Example of Convolution

Here’s a visual representation of 2D convolution using a filter:

2D Convolution Animation

Source: Wikipedia


Vision Algorithms

Convolutional Neural Networks (CNNs)

CNNs are widely used for image classification and are often combined with object detection and semantic segmentation for complex tasks.

CNN architectures typically consist of:

  • Convolution layers: Apply filters to detect features.
  • Pooling layers: Reduce spatial dimensions.
  • Fully connected layers: Classify or interpret features.

Multi-modal Models

Multi-modal algorithms combine data from different sources — such as images and text — to enhance model accuracy and understanding.

These models usually include:

  • Image Encoder: Transforms image data into numerical representations.
  • Text Encoder: Converts textual data into numerical representations.

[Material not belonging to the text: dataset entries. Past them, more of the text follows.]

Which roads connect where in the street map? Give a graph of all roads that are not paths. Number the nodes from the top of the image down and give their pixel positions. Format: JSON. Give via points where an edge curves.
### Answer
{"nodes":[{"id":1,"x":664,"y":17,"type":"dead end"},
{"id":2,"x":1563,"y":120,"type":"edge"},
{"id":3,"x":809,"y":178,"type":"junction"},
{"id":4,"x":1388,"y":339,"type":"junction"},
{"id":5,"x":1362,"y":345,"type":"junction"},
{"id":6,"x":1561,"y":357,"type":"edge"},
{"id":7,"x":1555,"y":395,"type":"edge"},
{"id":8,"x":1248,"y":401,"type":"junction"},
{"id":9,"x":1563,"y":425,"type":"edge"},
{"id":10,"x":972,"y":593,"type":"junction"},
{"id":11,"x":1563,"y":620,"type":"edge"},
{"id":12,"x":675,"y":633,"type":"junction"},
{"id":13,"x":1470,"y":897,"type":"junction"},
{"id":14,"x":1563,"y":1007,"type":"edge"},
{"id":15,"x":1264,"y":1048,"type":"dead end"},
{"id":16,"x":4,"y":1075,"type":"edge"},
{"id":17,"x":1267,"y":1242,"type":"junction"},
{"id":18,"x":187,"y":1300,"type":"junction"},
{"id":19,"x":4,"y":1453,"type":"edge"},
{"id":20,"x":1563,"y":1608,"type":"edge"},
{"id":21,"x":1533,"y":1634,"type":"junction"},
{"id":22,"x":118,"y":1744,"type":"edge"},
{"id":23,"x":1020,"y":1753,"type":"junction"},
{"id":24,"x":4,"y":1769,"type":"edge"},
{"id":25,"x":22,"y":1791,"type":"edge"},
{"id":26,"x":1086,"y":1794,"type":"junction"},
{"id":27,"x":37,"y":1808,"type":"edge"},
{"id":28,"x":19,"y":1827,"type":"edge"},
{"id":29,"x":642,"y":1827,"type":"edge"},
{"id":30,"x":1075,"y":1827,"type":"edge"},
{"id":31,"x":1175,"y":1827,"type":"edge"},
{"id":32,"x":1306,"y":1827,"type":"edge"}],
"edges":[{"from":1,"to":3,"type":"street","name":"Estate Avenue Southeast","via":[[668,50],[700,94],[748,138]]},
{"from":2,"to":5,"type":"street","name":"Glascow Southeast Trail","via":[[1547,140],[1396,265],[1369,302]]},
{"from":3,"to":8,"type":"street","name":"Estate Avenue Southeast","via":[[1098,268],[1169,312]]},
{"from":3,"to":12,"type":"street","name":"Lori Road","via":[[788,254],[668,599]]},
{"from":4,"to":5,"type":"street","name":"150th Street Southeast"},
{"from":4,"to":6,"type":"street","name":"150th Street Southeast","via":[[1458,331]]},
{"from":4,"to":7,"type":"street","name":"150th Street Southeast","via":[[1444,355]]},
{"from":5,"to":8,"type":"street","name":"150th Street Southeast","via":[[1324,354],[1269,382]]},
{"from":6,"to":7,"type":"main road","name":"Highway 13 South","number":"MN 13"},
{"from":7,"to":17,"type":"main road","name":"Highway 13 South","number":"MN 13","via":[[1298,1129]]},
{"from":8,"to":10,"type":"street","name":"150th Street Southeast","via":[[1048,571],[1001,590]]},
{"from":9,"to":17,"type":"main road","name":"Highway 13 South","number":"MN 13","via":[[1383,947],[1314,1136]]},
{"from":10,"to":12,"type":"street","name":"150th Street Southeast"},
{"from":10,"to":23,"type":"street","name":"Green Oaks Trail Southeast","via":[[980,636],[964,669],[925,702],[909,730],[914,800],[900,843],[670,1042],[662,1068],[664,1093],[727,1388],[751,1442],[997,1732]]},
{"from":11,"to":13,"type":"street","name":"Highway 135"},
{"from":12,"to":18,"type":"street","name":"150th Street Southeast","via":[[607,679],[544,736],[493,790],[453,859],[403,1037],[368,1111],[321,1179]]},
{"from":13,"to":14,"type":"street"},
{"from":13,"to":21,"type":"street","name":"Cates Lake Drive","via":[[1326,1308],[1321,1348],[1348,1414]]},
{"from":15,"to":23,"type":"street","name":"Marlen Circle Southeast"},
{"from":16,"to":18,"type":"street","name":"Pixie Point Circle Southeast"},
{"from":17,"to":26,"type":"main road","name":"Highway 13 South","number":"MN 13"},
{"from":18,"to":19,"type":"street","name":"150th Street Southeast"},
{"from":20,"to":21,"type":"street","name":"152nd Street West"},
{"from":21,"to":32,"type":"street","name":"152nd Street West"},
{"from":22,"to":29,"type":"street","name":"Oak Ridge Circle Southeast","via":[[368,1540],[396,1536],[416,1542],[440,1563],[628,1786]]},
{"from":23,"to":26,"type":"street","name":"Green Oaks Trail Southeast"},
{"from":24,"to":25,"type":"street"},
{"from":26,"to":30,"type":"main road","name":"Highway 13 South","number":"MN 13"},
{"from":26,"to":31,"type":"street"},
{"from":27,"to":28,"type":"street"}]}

Typical multi-modal architectures consist of:

  • Foundation Models: General-purpose models pre-trained on large datasets by major tech companies.
  • Adaptive Models: Fine-tuned specifically for particular tasks or industries.

Azure AI Face Service

What is Facial Recognition?

Facial recognition identifies individuals based on unique facial features using biometric data. It also includes face detection (locating faces within images).

Azure AI Face Service

Azure’s dedicated AI Face Service detects faces and their attributes within images, including:

  • Accessories
  • Blurriness
  • Exposure quality
  • Presence of glasses
  • Recognition quality

Advanced features, such as face verification or identification, are available under certain conditions.

This service can be used independently or integrated into Azure AI services.

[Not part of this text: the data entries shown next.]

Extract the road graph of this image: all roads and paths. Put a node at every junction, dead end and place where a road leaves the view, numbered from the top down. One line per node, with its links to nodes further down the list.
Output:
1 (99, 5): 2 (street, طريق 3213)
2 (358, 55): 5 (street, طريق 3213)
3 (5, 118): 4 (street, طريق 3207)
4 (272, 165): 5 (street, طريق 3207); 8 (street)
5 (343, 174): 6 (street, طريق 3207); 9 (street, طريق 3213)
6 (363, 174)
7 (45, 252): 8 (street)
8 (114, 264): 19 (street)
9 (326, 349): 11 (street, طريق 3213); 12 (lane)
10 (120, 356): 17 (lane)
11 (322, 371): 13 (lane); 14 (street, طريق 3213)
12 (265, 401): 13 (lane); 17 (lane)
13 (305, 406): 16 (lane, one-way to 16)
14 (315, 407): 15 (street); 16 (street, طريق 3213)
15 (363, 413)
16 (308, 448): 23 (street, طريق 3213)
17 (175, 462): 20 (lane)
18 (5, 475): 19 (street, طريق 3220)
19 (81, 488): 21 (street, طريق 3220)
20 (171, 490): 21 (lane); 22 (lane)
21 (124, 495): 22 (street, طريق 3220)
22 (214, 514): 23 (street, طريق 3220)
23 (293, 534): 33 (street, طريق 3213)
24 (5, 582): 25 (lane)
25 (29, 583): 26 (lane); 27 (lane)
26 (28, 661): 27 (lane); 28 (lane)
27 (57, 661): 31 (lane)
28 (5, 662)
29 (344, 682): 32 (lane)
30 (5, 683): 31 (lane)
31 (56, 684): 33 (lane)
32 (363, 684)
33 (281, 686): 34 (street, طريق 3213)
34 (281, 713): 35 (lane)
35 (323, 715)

The service must be created and then accessed via Vision Studio.


Azure AI Vision

Azure AI Vision provides extensive image analysis capabilities, operating independently or as part of Azure AI services.

Key features include:

  • Optical Character Recognition (OCR): Extracting text from images.
  • Image captioning and descriptions: (e.g., “A man jumping on a skateboard”).
  • Object Detection: Identifying common objects in images.
  • Tagging visual features: e.g., sports (99.6%), person (99.56%), footwear (98.05%).
  • Facial Detection: Identifying faces and bounding boxes (less comprehensive than Azure AI Face).

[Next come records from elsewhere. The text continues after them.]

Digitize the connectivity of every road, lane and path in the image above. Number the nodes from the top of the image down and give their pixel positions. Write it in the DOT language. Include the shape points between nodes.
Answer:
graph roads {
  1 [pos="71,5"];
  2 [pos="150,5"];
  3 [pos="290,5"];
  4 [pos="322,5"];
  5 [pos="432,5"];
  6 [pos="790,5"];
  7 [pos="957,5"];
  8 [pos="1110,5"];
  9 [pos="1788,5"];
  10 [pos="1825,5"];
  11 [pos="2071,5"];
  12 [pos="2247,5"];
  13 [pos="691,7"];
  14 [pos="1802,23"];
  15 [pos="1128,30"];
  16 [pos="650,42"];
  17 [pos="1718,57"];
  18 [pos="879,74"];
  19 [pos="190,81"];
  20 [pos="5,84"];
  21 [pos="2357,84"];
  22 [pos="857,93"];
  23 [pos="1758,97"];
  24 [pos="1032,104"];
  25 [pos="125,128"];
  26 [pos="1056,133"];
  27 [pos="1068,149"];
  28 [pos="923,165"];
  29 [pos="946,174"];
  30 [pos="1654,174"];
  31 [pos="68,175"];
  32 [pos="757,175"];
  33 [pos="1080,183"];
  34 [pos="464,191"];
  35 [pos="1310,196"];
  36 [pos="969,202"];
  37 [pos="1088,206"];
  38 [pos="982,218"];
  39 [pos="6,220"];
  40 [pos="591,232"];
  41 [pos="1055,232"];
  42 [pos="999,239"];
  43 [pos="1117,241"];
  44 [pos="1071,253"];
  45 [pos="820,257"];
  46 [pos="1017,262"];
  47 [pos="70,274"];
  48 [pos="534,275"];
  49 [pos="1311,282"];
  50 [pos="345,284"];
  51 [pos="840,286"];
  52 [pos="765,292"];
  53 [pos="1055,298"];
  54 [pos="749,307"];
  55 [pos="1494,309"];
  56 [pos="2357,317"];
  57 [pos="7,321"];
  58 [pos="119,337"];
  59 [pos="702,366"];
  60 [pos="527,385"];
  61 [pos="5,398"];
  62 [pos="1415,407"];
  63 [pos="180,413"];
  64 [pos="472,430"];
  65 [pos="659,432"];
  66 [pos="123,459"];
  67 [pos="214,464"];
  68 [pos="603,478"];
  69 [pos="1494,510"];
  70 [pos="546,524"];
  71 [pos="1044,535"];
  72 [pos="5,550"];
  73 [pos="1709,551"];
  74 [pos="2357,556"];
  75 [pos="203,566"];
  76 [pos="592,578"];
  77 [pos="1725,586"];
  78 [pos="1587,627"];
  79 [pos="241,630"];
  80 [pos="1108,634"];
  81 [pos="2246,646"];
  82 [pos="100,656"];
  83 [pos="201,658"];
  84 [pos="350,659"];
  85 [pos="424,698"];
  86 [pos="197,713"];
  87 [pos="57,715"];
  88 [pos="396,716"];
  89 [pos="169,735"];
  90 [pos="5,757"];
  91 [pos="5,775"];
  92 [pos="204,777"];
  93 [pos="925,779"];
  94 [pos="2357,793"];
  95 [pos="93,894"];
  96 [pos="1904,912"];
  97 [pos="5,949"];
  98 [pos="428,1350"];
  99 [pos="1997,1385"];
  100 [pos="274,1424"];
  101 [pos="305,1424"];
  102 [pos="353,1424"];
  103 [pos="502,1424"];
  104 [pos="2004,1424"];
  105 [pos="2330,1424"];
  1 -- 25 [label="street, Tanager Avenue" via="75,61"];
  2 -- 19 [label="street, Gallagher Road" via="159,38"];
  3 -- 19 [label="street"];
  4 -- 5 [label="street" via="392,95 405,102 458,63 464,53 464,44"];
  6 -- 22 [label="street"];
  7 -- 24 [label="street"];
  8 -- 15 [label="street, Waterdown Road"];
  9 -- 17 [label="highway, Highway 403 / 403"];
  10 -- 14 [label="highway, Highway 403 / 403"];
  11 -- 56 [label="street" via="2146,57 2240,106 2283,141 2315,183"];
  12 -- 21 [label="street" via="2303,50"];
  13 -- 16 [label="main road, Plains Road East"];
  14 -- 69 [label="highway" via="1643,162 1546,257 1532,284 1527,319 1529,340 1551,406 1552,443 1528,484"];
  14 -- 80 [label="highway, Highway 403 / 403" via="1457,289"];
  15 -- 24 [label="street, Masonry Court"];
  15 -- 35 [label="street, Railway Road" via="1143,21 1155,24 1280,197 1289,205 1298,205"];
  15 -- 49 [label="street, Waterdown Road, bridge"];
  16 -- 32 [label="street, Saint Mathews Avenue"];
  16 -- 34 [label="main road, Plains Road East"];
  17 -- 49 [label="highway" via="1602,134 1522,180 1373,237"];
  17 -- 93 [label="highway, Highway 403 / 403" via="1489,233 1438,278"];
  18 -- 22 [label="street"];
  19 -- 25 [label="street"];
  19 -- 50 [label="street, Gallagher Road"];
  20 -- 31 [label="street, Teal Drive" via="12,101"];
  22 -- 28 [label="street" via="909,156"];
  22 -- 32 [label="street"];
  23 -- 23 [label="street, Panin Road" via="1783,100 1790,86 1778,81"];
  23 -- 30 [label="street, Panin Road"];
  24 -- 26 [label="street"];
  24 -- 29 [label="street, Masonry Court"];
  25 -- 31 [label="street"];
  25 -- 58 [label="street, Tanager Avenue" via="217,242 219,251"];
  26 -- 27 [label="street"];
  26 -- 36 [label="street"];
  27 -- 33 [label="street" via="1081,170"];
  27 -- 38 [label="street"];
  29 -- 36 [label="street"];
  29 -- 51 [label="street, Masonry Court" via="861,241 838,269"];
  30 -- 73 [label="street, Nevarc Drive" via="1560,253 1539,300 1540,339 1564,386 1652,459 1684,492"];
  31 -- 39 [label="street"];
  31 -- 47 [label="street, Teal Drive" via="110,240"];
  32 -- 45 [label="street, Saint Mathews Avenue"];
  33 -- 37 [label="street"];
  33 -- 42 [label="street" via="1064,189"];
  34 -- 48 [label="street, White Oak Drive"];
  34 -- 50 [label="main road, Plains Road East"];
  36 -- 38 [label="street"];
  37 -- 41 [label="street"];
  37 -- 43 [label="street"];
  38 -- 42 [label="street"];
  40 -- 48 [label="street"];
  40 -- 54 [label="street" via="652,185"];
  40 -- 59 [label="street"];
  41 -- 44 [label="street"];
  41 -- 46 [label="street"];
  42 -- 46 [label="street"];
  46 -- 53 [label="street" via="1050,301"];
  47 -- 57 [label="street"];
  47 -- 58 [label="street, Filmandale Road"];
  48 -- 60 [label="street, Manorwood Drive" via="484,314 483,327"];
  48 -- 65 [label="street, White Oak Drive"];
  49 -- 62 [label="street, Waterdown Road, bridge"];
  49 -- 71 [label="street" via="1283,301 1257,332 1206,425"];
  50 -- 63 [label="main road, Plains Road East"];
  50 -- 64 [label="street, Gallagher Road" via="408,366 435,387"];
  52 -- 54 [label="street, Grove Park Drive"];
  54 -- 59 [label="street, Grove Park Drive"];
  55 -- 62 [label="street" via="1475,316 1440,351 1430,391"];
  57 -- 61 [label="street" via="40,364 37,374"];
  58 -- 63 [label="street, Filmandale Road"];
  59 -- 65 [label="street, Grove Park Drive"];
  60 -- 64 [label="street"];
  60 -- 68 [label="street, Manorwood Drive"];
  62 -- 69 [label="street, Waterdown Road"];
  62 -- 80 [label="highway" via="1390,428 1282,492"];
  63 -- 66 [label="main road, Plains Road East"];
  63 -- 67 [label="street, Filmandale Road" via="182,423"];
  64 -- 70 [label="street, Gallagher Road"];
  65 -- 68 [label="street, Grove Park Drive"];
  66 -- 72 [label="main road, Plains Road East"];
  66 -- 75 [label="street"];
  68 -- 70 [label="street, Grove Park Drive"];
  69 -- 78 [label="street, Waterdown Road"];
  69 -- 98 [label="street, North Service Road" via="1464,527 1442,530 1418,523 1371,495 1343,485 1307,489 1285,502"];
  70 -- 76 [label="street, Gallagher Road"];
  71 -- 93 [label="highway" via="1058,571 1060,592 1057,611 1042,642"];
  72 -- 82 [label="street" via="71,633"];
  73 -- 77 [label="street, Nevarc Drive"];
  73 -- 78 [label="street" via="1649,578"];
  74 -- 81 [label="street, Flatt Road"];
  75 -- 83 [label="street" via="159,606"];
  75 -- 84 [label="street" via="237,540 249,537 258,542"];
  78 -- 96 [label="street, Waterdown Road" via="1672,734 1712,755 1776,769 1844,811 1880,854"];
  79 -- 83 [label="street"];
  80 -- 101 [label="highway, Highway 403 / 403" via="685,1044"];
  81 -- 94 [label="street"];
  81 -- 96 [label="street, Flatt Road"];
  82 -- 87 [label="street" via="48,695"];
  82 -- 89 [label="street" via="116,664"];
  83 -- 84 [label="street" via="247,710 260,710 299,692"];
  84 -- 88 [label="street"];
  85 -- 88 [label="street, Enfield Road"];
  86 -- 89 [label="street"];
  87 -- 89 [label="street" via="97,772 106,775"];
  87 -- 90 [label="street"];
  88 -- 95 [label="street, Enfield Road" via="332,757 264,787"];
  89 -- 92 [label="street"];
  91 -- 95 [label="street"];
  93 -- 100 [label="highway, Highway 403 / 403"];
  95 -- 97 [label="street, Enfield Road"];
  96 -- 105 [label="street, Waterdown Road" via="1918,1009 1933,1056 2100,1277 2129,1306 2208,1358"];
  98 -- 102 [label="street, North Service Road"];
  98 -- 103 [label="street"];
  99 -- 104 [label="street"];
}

Optical Character Recognition (OCR)

OCR, known as “Azure AI Vision’s Read API,” extracts text from images, providing structured output like Page, Line, and Word positions.

Example from Azure training:

OCR Example

Source: Microsoft learn


Azure Vision Studio

Azure Vision Studio is a graphical tool that provides an intuitive way to use pre-built vision models.

  • Drag-and-drop interface or API usage.
  • Requires an Azure AI Vision or Azure AI services instance.
  • Simplifies instantiation and model usage.

Note: Previously, Vision Studio supported training custom models for classification and object detection, but this feature is now deprecated.

URL: Azure Vision Studio


Azure Custom Vision

Azure Custom Vision is a no-code service that enables users to easily create, evaluate, and deploy custom models for:

  • Image classification
  • Object detection with segmentation

Features:

  • User-friendly drag-and-drop interface
  • Dataset labeling and preparation
  • Custom model training

Access: Custom Vision Website